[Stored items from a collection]
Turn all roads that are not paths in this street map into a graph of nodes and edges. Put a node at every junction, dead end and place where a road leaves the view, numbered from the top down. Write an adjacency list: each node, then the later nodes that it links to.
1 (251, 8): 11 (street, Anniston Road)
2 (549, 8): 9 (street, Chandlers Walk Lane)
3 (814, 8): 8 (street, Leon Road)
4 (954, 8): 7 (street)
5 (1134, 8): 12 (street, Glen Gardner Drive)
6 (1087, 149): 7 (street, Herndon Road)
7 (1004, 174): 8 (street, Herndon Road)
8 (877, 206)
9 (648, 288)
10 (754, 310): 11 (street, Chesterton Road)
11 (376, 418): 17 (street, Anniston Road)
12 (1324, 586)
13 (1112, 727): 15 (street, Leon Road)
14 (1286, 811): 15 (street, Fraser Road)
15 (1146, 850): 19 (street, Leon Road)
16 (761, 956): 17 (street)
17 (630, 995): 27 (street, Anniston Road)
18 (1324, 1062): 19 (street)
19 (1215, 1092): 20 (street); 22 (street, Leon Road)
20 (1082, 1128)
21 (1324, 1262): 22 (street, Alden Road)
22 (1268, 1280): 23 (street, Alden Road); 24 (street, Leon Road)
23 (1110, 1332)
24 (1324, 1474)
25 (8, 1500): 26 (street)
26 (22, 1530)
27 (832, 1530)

• [Your instructions]: Copy the records above, keeping each line identical.

• [Response box]:
Turn all roads that are not paths in this street map into a graph of nodes and edges. Put a node at every junction, dead end and place where a road leaves the view, numbered from the top down. Write an adjacency list: each node, then the later nodes that it links to.
1 (251, 8): 11 (street, Anniston Road)
2 (549, 8): 9 (street, Chandlers Walk Lane)
3 (814, 8): 8 (street, Leon Road)
4 (954, 8): 7 (street)
5 (1134, 8): 12 (street, Glen Gardner Drive)
6 (1087, 149): 7 (street, Herndon Road)
7 (1004, 174): 8 (street, Herndon Road)
8 (877, 206)
9 (648, 288)
10 (754, 310): 11 (street, Chesterton Road)
11 (376, 418): 17 (street, Anniston Road)
12 (1324, 586)
13 (1112, 727): 15 (street, Leon Road)
14 (1286, 811): 15 (street, Fraser Road)
15 (1146, 850): 19 (street, Leon Road)
16 (761, 956): 17 (street)
17 (630, 995): 27 (street, Anniston Road)
18 (1324, 1062): 19 (street)
19 (1215, 1092): 20 (street); 22 (street, Leon Road)
20 (1082, 1128)
21 (1324, 1262): 22 (street, Alden Road)
22 (1268, 1280): 23 (street, Alden Road); 24 (street, Leon Road)
23 (1110, 1332)
24 (1324, 1474)
25 (8, 1500): 26 (street)
26 (22, 1530)
27 (832, 1530)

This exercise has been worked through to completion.